As for the Chaos gods - they represent the four extreme aspects of personality. There is a name for this both in ancient Buddhist texts but I forgot what it is...


----------



## Child-of-the-Emperor (Feb 22, 2009)

Zenith_of_Mind said:


> Of course, Thousand Sons are based on the ancient Egyptians.


There is also Aztec similarities though


----------



## Zenith_of_Mind (Mar 12, 2010)

Child-of-the-Emperor said:


> There is also Aztec similarities though


Really? Didn't notice them, to be honest.
The similarities with the Egyptians are obvious - from the pyramids of Prospero, the scarabs on their pre-heresy armor and that cool looking helms that Pharaohs wore(don't know the name), their names etc.


----------



## Helvron (Jan 4, 2010)

Child-of-the-Emperor said:


> There is also Aztec similarities though


I am sorry but i don't see that.... could you please show some similarities?
i can see the Eygptians, but the Aztec's... nope i can't see that.


----------



## ajchafe (Aug 13, 2009)

There are a lot of academic theories and critical philosophy's regarding literature, folk lore, mythology and story telling that say nothing is really original (or at least nothing is original any more), and that everything produced by people today is just a copy of a copy or based on any number of archetypal stories and characters. This is particularly easy to see in a lot of Science Fiction, Fantasy, or pulp literature. 40K is no different, it takes its inspiration from a huge variety of sources, some from literature, some from history, some from myth and legend. I'm sure there is some source for just about everything mentioned in the fluff if you looked hard enough.

Not saying this is a bad thing either, I think some of the best forms of literature are heavily inspired by or examine these archetypal stories and characters (particularly sci-fi and fantasy).


----------



## Twisted (Mar 11, 2010)

There are tones of religious and mythological references in Warhammer 40k.

A lot of the best fictional worlds are created around something that already exists, it's easier to associate with something that seems familiar.

Although it's not just about familiarity.
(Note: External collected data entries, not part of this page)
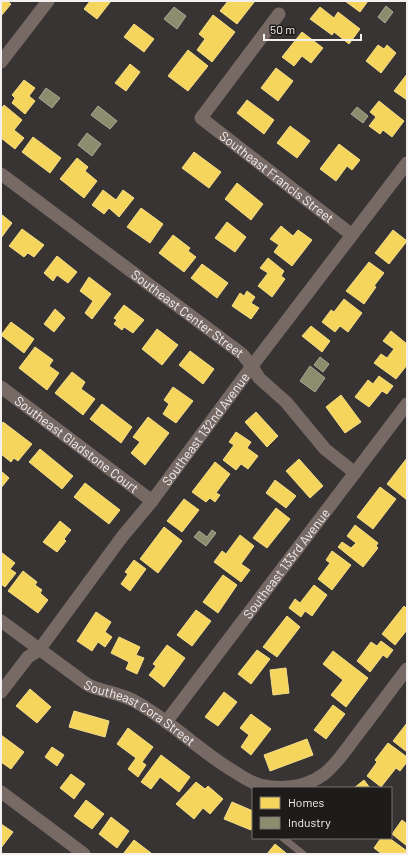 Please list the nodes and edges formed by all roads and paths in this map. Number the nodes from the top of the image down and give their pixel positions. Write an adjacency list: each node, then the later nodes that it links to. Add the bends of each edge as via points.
1 (43, 3): 3 (street)
2 (279, 14): 6 (street, Southeast Francis Street, via 201,118)
3 (1, 62)
4 (407, 163): 6 (street, Southeast 132nd Avenue)
5 (1, 174): 7 (street, Southeast Center Street, via 242,354)
6 (352, 234): 7 (street, Southeast 132nd Avenue)
7 (252, 366): 10 (street, Southeast Center Street, via 259,378 286,402 325,448); 11 (street, Southeast 132nd Avenue)
8 (1, 387): 11 (street, Southeast Gladstone Court)
9 (407, 404): 10 (street, Southeast 133rd Avenue)
10 (355, 473): 16 (street, Southeast 133rd Avenue)
11 (152, 501): 13 (street, Southeast 132nd Avenue)
12 (1, 621): 13 (street, Southeast Cora Street)
13 (39, 650): 15 (street, Southeast 132nd Avenue, via 28,657); 16 (street, Southeast Cora Street, via 88,685 133,700)
14 (407, 669): 18 (street, Southeast Cora Street, via 325,774 300,786)
15 (1, 692)
16 (166, 722): 17 (street, Southeast Cora Street, via 217,761 246,779 260,785)
17 (275, 787)
18 (291, 787)
19 (1, 792): 21 (street)
20 (284, 839): 22 (lane)
21 (84, 854)
22 (303, 854)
Starting something from scratch can sometimes have an unintuitive progression as it doesn't evolve naturally.

And to add to the list of borrowed names how about Baal. Or Horus the falcon headed Egyptian sky god. Funnily enough Horus battled Set in Egyptian mythology, and it is Set that could be considered a god of chaos.


----------



## nivik (Mar 16, 2010)

Sm are deffinitly a idea of Christianity, i think what the designers where going for was a few on Christianity where god is int pure, where theres hate and greed and pain, kinda like a opposite of modern Christianity


----------



## ajchafe (Aug 13, 2009)

Twisted said:


> Or Horus the falcon headed Egyptian sky god. Funnily enough Horus battled Set in Egyptian mythology, and it is Set that could be considered a god of chaos.


And interestingly enough, Horus the god is partly a savior good, even benevolent towards human kind.


----------



## Tel Asra Nejoar (Mar 16, 2010)

how about lovecraft? i think the necrons fluff is dripping in it. lots of historical ones too, such as ultramarines representing greece in ancient times, inquisition being kinda renaissance in look and feel, parallels in guard and various war settings in our history etc. i do think that other authors have influenced heavily though, like the afore mentioned H.P. Lovecraft, and other classic sci-fi. Chaos to me seem to embody the pagan form of worship known as Chaos, though they dont sacrifice people/critters and all that depraved stuff, they follow a loose form of worship covering a multitude of gods, and the eight pointed star had to come from somewhere! the heresy kind of plays out like the Fall of lucifer and the hosts, as do the wars in Hevan(the eldar/necron/oldones stuff). we could go at this forever though, as loads more come to mind!


----------



## TheSpore (Oct 15, 2009)

*stuff*



Tel Asra Nejoar said:


> how about lovecraft? i think the necrons fluff is dripping in it. lots of historical ones too, such as ultramarines representing greece in ancient times, inquisition being kinda renaissance in look and feel, parallels in guard and various war settings in our history etc. i do think that other authors have influenced heavily though, like the afore mentioned H.P. Lovecraft, and other classic sci-fi. Chaos to me seem to embody the pagan form of worship known as Chaos, though they dont sacrifice people/critters and all that depraved stuff, they follow a loose form of worship covering a multitude of gods, and the eight pointed star had to come from somewhere! the heresy kind of plays out like the Fall of lucifer and the hosts, as do the wars in Hevan(the eldar/necron/oldones stuff). we could go at this forever though, as loads more come to mind!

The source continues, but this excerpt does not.